**Data provided**:
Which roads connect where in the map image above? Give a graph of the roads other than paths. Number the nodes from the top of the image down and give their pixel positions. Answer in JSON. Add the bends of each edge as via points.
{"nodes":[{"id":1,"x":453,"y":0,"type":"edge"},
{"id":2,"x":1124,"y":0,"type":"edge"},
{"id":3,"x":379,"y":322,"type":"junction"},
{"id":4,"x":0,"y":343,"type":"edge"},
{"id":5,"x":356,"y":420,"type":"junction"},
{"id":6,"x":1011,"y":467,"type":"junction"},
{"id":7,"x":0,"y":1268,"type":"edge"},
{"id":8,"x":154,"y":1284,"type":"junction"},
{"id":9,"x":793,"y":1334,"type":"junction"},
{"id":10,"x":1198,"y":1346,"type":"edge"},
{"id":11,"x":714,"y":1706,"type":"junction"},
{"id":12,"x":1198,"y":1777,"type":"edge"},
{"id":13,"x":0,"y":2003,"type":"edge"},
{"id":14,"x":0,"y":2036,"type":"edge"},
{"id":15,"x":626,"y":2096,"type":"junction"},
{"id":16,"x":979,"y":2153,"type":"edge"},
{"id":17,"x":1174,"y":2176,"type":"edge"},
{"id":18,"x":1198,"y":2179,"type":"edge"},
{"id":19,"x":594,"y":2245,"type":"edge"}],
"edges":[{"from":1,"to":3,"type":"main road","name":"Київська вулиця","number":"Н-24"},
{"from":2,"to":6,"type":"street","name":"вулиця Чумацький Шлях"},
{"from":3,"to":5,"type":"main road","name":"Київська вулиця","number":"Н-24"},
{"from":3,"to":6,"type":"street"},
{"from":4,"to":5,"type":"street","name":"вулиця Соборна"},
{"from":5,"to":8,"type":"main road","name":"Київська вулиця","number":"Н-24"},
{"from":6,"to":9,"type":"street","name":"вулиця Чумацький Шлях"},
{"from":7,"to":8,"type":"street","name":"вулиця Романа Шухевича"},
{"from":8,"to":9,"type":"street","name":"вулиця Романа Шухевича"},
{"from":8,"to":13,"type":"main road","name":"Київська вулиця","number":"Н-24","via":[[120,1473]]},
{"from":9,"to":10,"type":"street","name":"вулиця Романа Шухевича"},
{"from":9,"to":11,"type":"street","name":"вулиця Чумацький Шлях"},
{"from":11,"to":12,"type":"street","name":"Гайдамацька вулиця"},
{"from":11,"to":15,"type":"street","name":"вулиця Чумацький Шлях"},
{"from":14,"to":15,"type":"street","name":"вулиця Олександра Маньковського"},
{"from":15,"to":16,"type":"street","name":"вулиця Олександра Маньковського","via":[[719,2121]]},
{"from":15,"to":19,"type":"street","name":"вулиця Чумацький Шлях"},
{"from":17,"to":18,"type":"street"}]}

**Work task**:
From the entries above, copy every line that holds the word "Романа".

**Problem solution**:
{"from":7,"to":8,"type":"street","name":"вулиця Романа Шухевича"},
{"from":8,"to":9,"type":"street","name":"вулиця Романа Шухевича"},
{"from":9,"to":10,"type":"street","name":"вулиця Романа Шухевича"},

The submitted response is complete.